Leadership Research Summary:
- In order to foster collective creativity, the leader is seen to perform important functions in management or organization.
- Prior research tended to place more emphasis on the psychological and behavioral traits than on the dynamic leadership skills.
- Two experiments were run as part of this study to investigate the impact of emergent and elected leaders’ problem-solving-related utterances and turn-taking in discussion on group creativity. The study’s dynamic leadership behaviors in interpersonal interactions highlighted the part that leaders play in inspiring collective innovation.
- The findings of Experiment 1 demonstrated that, for emerging leaders, none of the statements made by leaders regarding problem solving differed from those made by followers, and statements made by leaders regarding retrospective summaries were positively related to the suitability of group creativity. In addition, leaders’ frequency of turns was higher than that of followers and was positively related to the suitability of group creativity.
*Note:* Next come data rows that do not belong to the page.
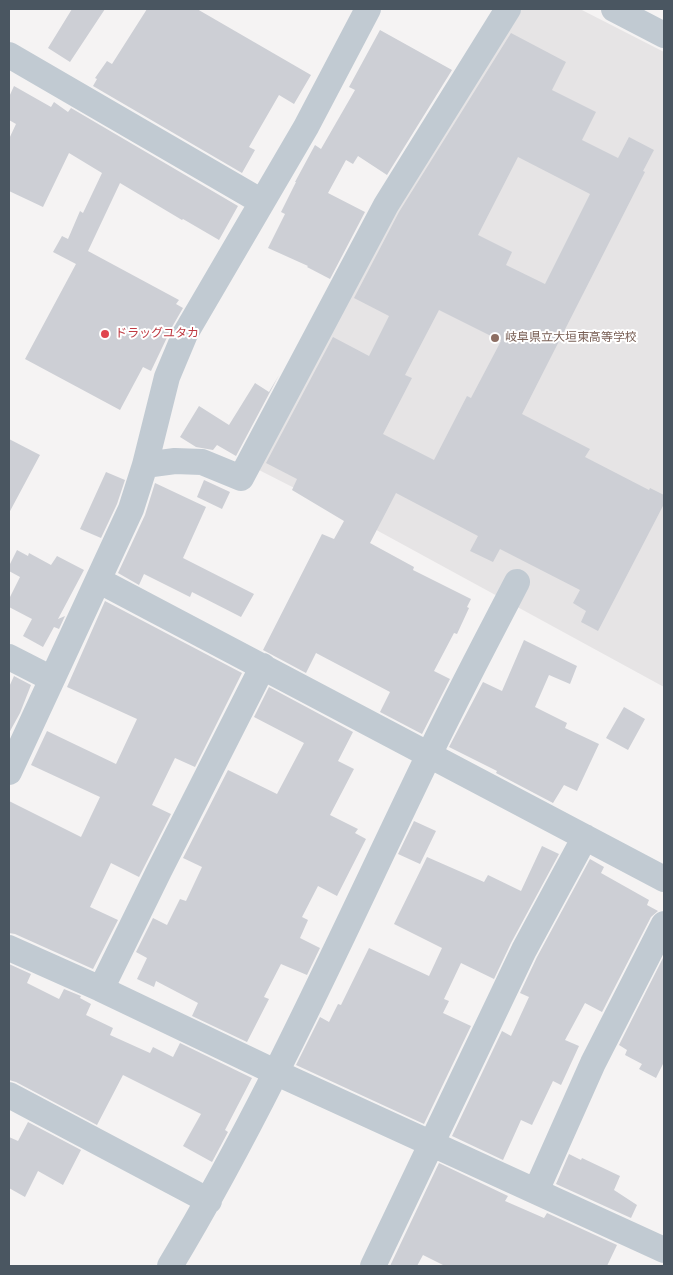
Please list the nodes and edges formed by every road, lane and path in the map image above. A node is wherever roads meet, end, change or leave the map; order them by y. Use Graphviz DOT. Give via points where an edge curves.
graph roads {
  1 [pos="368,9"];
  2 [pos="508,9"];
  3 [pos="614,9"];
  4 [pos="664,35"];
  5 [pos="9,56"];
  6 [pos="262,202"];
  7 [pos="145,465"];
  8 [pos="98,580"];
  9 [pos="517,582"];
  10 [pos="9,657"];
  11 [pos="263,666"];
  12 [pos="52,679"];
  13 [pos="429,755"];
  14 [pos="9,772"];
  15 [pos="585,836"];
  16 [pos="664,879"];
  17 [pos="664,924"];
  18 [pos="9,948"];
  19 [pos="101,989"];
  20 [pos="277,1072"];
  21 [pos="9,1095"];
  22 [pos="430,1143"];
  23 [pos="536,1191"];
  24 [pos="209,1201"];
  25 [pos="664,1250"];
  26 [pos="170,1266"];
  27 [pos="373,1266"];
  1 -- 6 [label="street"];
  2 -- 7 [label="street" via="386,205 241,478 202,462"];
  3 -- 4 [label="street"];
  5 -- 6 [label="street"];
  6 -- 7 [label="street" via="185,334 167,376"];
  7 -- 8 [label="street" via="131,509"];
  8 -- 11 [label="street"];
  8 -- 12 [label="street"];
  9 -- 13 [label="street"];
  10 -- 12 [label="street"];
  11 -- 13 [label="street"];
  11 -- 19 [label="street"];
  12 -- 14 [label="street"];
  13 -- 15 [label="street"];
  13 -- 20 [label="street"];
  15 -- 16 [label="street"];
  15 -- 22 [label="street" via="524,950"];
  17 -- 23 [label="street" via="593,1063"];
  18 -- 19 [label="street"];
  19 -- 20 [label="street"];
  20 -- 22 [label="street"];
  20 -- 24 [label="street"];
  21 -- 24 [label="street"];
  22 -- 23 [label="street"];
  22 -- 27 [label="street"];
  23 -- 25 [label="street"];
  24 -- 26 [label="street"];
}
- The findings of Experiment 2 demonstrated that, for elected leaders, statements about problem analysis, strategy planning, control and reflection, and retrospective summary were more frequent than those of followers, and that statements made by leaders about viewpoint generation were positively related to both novelty and appropriateness. However, the frequency of turns made by leaders was neither different from that of followers nor related to novelty or appropriateness.
Leadership Research Findings:
- Leaders took more turns during interpersonal interactions and did not conspicuously promote their personal opinions.
- Group inventiveness and leadership turn frequency were correlated.
- Leaders felt more responsibility and expressed more opinions once the position of leader was defined.
- The volume of elected leaders’ comments towards problem-solving was correlated with collective innovation.